Who: Julie Richoz is a product designer committed to exploring ancient, including extra-European, crafts and integrating them into contemporary object design.

When: Now a professor at ECAL, Lausanne, where she obtained her bachelor’s in industrial design in 2012, Richoz worked from 2013 to 2015 as assistant designer at Atelier Pierre Charpin, and from 2016 to 2017 as designer for Louis Vuitton.

She received the 2016 scholarship from the Fondation Leenaards, Lausanne. In 2015 she won a Swiss Design Award, and in 2012 she received the Prix du Jury at Design Parade 7, Villa Noailles, Hyères.

Where: Her designs have been shown, inter alia, at U-Joints, Salone del Mobile, Plusdesign gallery, 2018, Digital Market, the Victoria & Albert Museum, 2018, London, Talisman, Palazzo Clerici, Milan, 2017, One piece a day, Galerie Kreo, Paris, 2016, Play, Château Borély, and the Musée des Arts Décoratifs, Marseille, 2015.
The Museum für Gestaltung, Zurich, acquired Vase Joliette Bleu, Vase Joliette Rose and Armand for its collection in 2015, while Vase Oreille took its place in the collection of Villa Noailles, Hyères, in 2013.

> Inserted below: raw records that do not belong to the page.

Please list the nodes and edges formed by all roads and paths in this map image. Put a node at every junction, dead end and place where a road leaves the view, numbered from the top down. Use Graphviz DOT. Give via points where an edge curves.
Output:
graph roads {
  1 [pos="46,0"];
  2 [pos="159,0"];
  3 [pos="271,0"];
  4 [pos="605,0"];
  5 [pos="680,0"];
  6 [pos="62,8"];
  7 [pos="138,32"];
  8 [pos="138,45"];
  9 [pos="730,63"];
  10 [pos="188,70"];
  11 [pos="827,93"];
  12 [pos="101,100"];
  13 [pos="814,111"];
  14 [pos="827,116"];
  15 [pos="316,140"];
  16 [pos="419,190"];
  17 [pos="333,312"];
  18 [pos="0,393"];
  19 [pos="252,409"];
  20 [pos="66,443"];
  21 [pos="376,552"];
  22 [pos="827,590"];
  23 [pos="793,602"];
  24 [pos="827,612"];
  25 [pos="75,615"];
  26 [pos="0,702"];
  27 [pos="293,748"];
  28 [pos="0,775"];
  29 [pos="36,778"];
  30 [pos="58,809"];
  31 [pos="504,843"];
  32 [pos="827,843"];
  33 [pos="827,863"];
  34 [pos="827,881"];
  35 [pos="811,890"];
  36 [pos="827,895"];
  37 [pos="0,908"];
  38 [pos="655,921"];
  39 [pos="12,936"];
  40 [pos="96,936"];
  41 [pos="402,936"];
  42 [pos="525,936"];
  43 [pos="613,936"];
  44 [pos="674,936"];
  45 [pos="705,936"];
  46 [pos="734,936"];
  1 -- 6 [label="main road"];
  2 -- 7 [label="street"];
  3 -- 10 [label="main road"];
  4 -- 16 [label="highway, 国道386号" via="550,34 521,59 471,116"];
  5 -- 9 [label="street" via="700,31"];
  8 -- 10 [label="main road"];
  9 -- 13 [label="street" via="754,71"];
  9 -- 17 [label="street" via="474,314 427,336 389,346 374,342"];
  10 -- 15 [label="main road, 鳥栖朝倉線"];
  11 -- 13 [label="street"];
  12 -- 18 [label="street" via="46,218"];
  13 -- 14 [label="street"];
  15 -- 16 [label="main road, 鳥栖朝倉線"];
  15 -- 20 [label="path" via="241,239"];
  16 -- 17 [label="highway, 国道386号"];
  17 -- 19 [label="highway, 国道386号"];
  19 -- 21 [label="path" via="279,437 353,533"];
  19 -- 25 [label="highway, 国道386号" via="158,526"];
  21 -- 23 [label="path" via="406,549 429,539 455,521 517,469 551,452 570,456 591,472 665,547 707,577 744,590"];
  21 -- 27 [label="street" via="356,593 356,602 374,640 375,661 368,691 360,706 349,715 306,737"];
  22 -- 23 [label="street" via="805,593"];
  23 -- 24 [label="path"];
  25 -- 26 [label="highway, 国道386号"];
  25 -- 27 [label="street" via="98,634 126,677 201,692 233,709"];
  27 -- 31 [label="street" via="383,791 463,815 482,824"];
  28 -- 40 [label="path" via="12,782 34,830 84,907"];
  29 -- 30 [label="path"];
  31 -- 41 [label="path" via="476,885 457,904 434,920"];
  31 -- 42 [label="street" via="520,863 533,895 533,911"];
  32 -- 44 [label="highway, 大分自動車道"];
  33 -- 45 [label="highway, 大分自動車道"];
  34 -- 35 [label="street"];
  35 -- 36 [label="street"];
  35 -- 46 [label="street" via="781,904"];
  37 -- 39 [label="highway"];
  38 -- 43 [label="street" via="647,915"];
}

What: Binaire is a collection of carpets made from natural fibres. A digital language is expressed through vibrant patterns woven by hand on Jacquard looms in the historical Manufacture de Cogolin in the south of France.

Isla is a collection of vases developed in the workshops of Nouvel Studio in Mexico City. The hand-blown glass pieces celebrate the glassblowers’ manual skills as much as the extensive chromatic richness of the material.

Cong is a series of lacquerware objects manufactured in Taiwan during the exchange programme A New Layer. Its shape is inspired by a very ancient Asian typology of form but conveys a contemporary and more universal character.

Palma is the result of a two-month residency at Casa Wabi. The room dividers are a support for experimentation on palm weaving with local craftsmen in the rural areas of the state of Oaxaca, Mexico.

Why: Julie Richoz presents four object series that she created in close connection with specific sites of production to affirm the value of local and traditional crafts.